O Ministério dos Transportes deve apresentar nesta segunda-feira o estudo técnico de análise da concessão de um trecho de 806 quilômetros da rodovia federal. O trecho é de Comodoro (MT) até o município de Porto Velho (RO). Pelos menos 20 empresas manifestaram forte interesse em administrar o trecho.

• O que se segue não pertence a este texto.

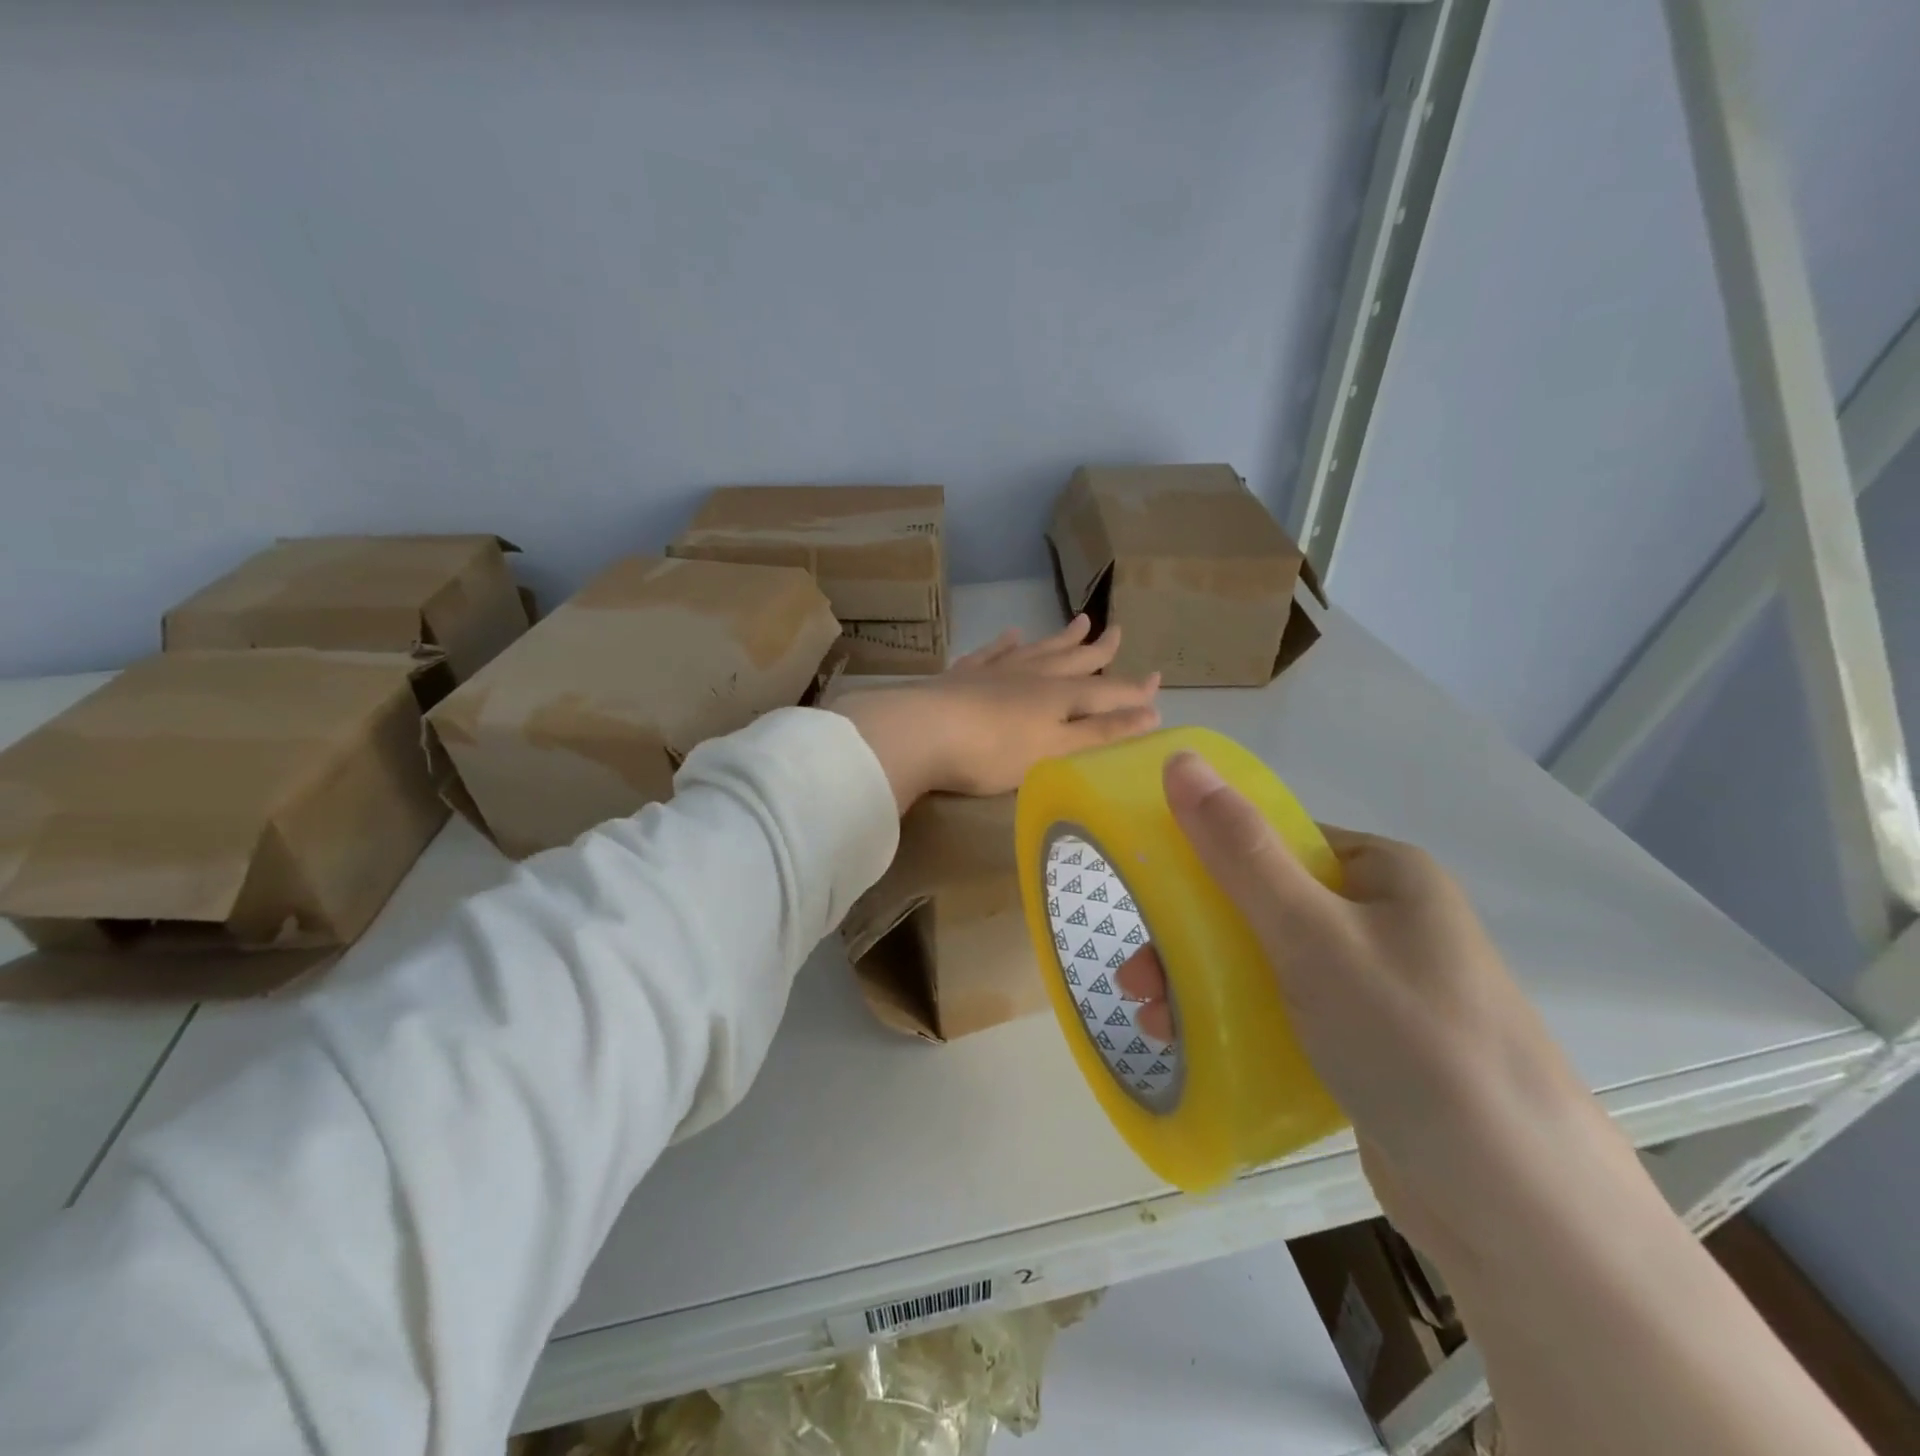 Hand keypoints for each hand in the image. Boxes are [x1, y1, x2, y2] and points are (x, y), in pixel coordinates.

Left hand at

Sem dúvida, a BR-364 não suporta mais operação tapa-buraco. O Departamento Nacional de Infraestrutura e Transporte (Dnit) passa o dia tapando buraco na rodovia federal. No dia seguinte, o buraco volta a abrir. De fato, a rodovia está totalmente deteriorada e prejudicada nas suas camadas. A forte chuva que cai na região ajuda a agravar ainda mais a situação da estrada. Quem sofre com tudo isso é a população.

O maior problema nessa época do ano, o volume de carreta que chega transportando soja do Mato Grosso e Sul de Rondônia até o Porto Graneleiro de Porto Velho. O número de acidentes, somente no primeiro trimestre, já representa 30% do ocorrido na mesma época do ano passado. A quantidade de buracos na rodovia ajuda ainda a complicar a vida dos usuários e representou somente este ano 8% dos acidentes.

Mas a maior causa dos acidentes é a imprudência, hoje responsável por 85% dos acidentes na BR, conforme dados da PRF. Enquanto não houver duplicação, a população rondoniense vai continuar assistindo cenas de acidentes graves e vidas se perdendo. A PRF passa mais tempo prestando socorro às vítimas da rodovia do que fiscalizando.

Os cortes no Orçamento Geral da União inviabilizam qualquer tipo de investimento na rodovia. O projeto de duplicação da BR, na época em que foi feito um estudo, teria custo de mais de R$ 400 milhões no trecho entre Ouro Preto e Ariquemes. O governo não tem como nos próximos anos viabilizar esse dinheiro. Ao que parece, a saída nesse momento, é a privatização da rodovia. Seria uma forma, pelo menos, de reduzir o índice de mortes na estrada. Está na hora de dar um basta nessa sangria.